To be honest the whole classroom was amazing, it had monster posters all over with how to papers halfheartedly stapled to the bit of wall next to them. Only mildly functional old Hollywood style vanities and trays upon trays of high grade makeup both theatrical and non.
The teacher was and elderly bald man who seemed perpetually dazed and nearly always forgetting something. At the moment he seemed to have forgotten his glasses. Also his pants. Pizza and slime boxers were cool though. Dan made a mental note to buy some.
The poor elderly man seemed to just have forgone whatever semblance of a lesson plan he had and told them to do their best stage makeup as an "assessment of their skills". As much bullshit as he was calling he never was one to turn down a chance to make his brother look like a satanic goat man. And that's exactly what he did. Satanic goat man Peej. Hah he'd have to tell the imaginary grand kids about this.

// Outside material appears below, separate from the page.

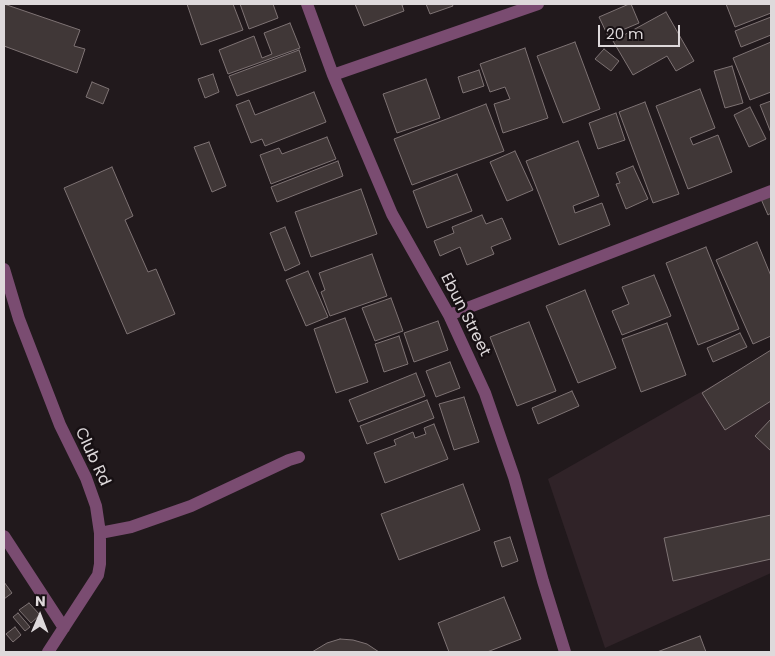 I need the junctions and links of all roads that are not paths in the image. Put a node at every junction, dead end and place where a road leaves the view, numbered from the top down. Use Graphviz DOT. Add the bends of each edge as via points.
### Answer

Connor seemed to be turning a poor bystander in to a tiedye bisexual pride rabbit, where he acquired polymer clay rabbit ears on such short notice Dan would question for the rest of the time he gave a shit. Which may seem like a long while but in all reality was about three minutes. He took his motto of too cute to care far to seriously at times.
By the time class was nearly over Peej was pulling off goat horns and wiping off layers of stage makeup and an unhealthy amount of Mac mascara which he eventually gave up on removing. He could survive one day with beautifully amazing lashes couldn't he?
Dan nearly skipped back to their mini Victorian household trying to find Phil. He burst in to their shared room and called for his petite new friend. Seeing as no such friend seemed to be in the room at that time and moment he decided it would be beneficial to skype his closest friends from back home.
"Bratty butts!" Dan greeted magnanimously. Okay, sarcastically and ominously. But still preeeetty bitchin'.
A chorus of Hey's and sup whore's resounded. By a chorus I mean two. Dan never was very good at peopleing. He looked through the screen at his two friends Seamus and Louise. The wonderful people who somehow managed to put up with him. He had no idea how or why but he appreciated it none the less. Especially because they both were bitchin' cooks. Okay maybe not Louise. But Seamus made some fucking great pizza.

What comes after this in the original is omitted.